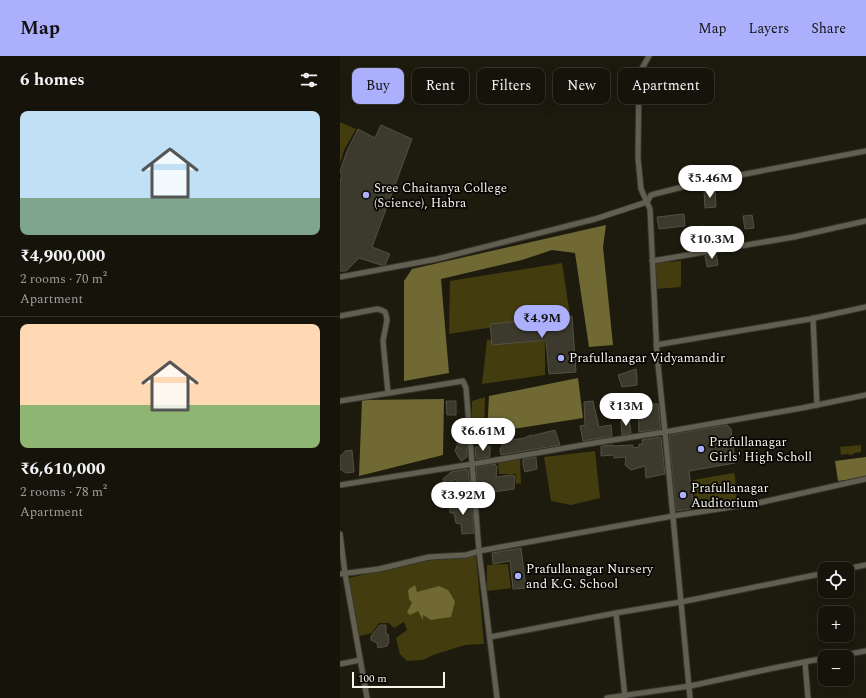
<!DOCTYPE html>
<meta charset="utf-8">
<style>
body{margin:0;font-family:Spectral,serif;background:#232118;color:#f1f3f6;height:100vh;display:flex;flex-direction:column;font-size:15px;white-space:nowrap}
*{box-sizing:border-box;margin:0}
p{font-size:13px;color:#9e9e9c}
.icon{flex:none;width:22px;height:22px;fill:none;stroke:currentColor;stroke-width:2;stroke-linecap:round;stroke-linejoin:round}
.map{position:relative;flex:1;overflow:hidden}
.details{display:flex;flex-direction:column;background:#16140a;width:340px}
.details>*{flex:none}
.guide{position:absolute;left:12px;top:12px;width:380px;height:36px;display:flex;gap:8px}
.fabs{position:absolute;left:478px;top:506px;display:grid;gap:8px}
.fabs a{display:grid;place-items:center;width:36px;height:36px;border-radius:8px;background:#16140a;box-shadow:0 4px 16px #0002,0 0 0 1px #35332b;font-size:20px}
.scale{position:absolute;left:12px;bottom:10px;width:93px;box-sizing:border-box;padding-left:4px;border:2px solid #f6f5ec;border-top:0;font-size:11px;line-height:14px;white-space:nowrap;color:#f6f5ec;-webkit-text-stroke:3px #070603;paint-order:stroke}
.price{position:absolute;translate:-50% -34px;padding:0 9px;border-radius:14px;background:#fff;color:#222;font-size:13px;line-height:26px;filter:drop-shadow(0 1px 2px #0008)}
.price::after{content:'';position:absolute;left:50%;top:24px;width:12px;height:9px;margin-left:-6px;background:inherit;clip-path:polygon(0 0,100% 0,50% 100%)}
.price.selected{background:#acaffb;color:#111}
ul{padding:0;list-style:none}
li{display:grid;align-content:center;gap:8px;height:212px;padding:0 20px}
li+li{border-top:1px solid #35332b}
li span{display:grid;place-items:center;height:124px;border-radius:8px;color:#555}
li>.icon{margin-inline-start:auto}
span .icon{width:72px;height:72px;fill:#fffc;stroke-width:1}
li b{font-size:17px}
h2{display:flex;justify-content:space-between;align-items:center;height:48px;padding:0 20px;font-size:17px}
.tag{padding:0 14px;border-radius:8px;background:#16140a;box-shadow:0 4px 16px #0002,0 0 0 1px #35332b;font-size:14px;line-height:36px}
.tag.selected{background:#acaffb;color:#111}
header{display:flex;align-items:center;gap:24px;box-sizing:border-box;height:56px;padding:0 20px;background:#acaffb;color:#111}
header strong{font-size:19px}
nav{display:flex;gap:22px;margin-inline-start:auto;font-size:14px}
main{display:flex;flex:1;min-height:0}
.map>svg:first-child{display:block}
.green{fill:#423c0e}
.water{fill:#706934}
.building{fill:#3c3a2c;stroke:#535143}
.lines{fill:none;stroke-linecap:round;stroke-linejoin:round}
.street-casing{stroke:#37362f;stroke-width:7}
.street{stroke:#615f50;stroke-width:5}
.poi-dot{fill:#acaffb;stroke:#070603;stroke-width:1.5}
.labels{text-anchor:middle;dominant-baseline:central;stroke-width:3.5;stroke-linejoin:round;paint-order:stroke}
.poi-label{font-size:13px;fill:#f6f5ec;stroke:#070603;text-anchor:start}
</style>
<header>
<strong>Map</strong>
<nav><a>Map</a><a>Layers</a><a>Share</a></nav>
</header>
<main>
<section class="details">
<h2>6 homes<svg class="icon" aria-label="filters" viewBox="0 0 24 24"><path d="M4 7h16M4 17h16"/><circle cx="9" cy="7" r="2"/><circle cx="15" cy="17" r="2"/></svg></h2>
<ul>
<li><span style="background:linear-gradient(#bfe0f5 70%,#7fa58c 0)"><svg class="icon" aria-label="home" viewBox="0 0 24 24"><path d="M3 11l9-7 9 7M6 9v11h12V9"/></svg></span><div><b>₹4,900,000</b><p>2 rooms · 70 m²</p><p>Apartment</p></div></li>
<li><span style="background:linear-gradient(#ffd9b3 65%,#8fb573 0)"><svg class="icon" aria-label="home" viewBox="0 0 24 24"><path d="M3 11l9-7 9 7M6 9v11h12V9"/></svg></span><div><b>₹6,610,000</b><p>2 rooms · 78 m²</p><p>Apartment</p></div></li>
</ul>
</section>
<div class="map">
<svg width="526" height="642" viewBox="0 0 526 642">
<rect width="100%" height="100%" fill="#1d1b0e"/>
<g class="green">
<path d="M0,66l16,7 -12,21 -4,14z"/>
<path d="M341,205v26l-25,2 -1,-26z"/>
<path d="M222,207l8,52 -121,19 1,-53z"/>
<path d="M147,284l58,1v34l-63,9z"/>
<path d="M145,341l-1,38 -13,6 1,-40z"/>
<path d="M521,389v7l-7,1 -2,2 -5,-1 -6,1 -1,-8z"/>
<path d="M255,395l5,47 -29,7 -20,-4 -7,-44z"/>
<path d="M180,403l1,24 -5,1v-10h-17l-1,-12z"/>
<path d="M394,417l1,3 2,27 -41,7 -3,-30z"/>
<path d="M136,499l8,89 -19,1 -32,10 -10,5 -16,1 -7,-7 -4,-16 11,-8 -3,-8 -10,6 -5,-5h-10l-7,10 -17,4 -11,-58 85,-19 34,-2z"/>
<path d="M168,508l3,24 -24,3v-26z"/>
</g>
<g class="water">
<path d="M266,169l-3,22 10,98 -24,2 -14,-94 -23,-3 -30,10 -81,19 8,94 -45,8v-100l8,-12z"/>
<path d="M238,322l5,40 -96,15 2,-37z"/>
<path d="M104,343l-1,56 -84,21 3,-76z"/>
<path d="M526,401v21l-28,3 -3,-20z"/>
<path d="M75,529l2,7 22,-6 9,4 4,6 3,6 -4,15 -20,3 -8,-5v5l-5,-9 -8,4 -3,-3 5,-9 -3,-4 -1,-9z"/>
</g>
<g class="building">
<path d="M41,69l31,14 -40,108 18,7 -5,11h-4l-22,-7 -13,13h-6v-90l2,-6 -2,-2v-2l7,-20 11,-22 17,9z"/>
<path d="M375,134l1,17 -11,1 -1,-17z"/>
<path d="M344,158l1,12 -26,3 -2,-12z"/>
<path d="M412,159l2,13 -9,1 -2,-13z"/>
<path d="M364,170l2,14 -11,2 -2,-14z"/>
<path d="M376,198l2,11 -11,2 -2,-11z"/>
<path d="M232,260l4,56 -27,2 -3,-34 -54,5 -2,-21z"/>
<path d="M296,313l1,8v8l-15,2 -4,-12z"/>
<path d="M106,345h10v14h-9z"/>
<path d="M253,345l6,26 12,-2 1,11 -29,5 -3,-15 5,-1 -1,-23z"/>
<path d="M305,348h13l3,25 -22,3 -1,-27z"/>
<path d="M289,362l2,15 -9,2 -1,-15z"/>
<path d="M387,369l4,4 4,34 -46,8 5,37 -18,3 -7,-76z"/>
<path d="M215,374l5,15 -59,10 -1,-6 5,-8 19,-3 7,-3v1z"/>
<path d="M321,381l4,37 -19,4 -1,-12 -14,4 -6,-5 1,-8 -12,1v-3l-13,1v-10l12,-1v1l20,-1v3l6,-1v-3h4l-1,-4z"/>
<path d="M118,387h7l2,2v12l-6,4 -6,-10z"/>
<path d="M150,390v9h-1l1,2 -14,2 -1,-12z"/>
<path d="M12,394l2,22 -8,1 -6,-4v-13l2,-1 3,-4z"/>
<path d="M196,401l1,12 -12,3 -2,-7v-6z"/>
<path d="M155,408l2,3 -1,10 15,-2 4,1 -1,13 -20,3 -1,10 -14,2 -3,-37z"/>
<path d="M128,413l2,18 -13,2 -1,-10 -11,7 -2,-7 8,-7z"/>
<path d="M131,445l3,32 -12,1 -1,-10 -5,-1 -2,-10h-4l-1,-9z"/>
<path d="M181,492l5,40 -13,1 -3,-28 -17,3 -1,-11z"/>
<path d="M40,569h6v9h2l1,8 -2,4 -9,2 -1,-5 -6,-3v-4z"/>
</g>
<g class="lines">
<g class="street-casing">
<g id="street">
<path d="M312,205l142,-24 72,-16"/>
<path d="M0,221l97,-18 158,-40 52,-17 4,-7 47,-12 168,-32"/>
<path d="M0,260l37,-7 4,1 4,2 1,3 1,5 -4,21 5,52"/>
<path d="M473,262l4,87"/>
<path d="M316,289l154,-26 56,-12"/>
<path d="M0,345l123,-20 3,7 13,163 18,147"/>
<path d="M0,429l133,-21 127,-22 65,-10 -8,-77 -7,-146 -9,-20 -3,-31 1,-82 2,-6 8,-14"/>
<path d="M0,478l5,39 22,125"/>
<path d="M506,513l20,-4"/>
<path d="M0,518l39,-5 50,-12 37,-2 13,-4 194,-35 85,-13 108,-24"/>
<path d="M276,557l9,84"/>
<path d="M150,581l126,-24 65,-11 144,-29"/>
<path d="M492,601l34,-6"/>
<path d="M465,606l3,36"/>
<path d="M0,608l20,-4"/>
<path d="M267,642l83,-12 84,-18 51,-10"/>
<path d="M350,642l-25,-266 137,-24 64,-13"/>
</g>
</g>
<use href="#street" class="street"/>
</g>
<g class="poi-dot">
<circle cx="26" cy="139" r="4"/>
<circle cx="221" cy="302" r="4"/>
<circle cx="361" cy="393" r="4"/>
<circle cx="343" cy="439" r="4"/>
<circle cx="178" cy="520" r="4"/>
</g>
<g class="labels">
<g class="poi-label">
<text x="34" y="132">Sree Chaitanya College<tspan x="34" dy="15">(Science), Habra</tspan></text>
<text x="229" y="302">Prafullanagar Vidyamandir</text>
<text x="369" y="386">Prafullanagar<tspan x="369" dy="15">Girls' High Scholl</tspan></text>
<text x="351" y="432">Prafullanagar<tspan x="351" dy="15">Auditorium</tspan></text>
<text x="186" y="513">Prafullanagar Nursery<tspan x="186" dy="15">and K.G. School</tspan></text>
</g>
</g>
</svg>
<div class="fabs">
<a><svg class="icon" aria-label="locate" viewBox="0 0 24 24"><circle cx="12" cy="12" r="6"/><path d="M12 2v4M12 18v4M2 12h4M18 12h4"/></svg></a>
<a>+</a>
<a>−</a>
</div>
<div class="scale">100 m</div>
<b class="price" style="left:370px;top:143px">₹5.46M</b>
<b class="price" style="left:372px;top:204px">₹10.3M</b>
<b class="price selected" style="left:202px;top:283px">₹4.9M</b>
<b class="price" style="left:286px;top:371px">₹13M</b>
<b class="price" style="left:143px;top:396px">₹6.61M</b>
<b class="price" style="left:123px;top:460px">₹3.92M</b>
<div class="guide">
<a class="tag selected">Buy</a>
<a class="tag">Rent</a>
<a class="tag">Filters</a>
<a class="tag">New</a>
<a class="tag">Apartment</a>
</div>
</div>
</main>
---
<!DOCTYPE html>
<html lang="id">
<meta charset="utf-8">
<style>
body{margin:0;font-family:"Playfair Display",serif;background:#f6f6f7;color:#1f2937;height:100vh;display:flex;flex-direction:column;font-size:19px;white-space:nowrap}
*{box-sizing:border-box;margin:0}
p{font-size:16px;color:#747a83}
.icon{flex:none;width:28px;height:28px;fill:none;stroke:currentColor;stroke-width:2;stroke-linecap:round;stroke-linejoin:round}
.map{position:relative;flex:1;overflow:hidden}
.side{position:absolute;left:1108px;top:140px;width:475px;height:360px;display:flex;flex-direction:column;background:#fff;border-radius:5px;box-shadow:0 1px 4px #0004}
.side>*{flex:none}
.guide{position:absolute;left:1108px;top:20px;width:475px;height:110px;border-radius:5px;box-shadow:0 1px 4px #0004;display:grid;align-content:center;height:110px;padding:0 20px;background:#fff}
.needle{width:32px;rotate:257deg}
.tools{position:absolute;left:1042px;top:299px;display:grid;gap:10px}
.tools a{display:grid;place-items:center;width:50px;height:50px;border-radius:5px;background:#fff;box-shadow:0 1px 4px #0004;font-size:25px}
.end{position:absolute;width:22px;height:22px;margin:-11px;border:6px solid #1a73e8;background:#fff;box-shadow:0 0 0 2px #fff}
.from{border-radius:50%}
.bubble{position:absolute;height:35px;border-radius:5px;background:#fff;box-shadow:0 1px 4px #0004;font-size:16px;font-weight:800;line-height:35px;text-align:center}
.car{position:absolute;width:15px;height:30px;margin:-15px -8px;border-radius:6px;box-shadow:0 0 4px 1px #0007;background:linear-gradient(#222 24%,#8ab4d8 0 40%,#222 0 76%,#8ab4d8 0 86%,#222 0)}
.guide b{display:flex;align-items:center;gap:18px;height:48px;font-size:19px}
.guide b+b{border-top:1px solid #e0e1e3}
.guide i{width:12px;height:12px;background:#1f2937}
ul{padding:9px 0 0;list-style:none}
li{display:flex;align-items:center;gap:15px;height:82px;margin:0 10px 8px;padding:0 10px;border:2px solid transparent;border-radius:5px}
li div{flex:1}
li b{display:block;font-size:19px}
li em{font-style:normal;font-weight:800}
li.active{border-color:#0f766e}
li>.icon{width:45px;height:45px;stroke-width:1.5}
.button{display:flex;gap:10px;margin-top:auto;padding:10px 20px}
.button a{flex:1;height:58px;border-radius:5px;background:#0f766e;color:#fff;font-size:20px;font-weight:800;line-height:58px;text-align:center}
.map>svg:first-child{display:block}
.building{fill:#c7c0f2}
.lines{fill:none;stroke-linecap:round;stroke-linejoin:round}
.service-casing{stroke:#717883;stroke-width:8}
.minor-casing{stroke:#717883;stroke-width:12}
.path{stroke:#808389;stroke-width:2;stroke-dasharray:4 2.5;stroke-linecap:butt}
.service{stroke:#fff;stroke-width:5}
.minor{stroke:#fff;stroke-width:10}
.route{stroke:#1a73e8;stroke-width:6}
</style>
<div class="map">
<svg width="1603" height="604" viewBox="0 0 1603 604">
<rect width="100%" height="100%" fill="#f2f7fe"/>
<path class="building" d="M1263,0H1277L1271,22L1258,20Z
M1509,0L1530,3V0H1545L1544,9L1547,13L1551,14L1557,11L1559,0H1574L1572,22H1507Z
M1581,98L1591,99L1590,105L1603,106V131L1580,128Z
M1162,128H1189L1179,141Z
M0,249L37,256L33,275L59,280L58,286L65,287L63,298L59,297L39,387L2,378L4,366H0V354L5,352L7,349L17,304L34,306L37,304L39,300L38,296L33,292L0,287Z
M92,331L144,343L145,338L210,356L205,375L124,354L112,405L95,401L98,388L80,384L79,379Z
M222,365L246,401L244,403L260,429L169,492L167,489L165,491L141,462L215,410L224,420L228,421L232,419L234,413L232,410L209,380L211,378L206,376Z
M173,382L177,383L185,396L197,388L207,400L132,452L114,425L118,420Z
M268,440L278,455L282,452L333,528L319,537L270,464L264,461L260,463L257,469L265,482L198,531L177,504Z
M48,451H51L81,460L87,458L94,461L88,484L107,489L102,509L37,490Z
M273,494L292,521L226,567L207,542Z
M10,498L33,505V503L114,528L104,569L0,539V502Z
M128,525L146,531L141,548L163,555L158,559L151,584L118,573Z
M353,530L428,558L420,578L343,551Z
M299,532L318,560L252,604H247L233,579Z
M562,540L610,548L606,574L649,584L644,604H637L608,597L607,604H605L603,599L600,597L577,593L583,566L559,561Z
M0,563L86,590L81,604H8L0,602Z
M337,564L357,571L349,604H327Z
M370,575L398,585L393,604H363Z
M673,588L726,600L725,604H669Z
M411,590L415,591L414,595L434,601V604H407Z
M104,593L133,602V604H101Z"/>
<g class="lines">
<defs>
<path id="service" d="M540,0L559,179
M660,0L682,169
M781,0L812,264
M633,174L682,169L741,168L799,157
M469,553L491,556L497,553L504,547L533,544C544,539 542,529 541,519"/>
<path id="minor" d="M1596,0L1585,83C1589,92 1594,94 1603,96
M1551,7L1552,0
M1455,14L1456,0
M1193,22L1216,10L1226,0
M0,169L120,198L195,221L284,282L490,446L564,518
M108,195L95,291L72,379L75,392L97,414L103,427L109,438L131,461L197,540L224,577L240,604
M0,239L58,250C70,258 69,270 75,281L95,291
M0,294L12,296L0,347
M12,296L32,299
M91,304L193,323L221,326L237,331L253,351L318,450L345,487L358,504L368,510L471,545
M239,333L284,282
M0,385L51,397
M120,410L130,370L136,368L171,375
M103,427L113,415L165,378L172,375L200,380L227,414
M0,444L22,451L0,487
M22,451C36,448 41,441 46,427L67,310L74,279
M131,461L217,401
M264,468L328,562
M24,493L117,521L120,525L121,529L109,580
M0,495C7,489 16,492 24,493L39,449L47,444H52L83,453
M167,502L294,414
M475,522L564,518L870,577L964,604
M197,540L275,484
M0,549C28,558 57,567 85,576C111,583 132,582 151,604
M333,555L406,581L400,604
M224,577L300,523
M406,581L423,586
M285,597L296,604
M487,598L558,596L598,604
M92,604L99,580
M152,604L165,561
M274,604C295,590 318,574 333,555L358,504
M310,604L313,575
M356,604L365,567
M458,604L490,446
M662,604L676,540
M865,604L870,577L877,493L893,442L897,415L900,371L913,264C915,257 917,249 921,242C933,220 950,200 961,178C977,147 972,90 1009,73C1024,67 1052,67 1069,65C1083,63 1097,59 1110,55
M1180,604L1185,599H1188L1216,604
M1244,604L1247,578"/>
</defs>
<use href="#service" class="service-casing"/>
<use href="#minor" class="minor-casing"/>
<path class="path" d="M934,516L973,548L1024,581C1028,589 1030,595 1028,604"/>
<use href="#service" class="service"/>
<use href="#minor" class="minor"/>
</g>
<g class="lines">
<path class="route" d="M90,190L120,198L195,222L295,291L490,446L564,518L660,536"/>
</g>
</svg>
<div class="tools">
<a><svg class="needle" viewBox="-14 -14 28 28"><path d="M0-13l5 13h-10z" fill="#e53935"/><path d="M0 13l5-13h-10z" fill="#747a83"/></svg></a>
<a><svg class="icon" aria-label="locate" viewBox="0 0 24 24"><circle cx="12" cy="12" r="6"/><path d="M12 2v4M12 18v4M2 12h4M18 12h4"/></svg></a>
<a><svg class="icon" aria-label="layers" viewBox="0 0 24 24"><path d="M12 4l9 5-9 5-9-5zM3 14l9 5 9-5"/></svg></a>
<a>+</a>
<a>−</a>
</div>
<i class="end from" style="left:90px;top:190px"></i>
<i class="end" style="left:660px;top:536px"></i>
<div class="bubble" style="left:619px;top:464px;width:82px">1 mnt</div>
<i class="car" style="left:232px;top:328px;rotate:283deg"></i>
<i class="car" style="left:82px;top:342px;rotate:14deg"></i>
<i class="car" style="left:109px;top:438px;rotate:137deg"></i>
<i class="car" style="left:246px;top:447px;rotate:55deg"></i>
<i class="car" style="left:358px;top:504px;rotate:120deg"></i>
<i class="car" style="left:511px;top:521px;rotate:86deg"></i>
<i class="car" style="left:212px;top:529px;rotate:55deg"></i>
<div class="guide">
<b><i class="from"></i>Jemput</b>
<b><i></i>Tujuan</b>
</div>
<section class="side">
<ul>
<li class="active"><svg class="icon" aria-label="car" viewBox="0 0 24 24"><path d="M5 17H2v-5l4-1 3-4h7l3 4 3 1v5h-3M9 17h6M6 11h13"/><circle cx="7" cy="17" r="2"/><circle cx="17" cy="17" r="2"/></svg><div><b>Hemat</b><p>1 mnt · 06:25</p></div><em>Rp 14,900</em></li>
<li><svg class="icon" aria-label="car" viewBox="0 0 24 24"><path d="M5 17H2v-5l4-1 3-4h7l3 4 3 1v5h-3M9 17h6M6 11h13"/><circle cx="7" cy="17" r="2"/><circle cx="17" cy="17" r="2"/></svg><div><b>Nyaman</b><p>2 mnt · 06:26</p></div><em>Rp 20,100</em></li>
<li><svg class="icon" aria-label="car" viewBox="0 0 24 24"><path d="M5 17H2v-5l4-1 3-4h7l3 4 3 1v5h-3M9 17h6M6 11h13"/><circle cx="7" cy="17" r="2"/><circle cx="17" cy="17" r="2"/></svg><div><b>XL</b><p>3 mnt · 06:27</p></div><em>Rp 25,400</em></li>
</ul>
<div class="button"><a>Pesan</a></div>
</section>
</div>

● **Instructions for the task**
Among the entries above, which lines include "inline"? List them all.

● **Written reply**
li>.icon{margin-inline-start:auto}
nav{display:flex;gap:22px;margin-inline-start:auto;font-size:14px}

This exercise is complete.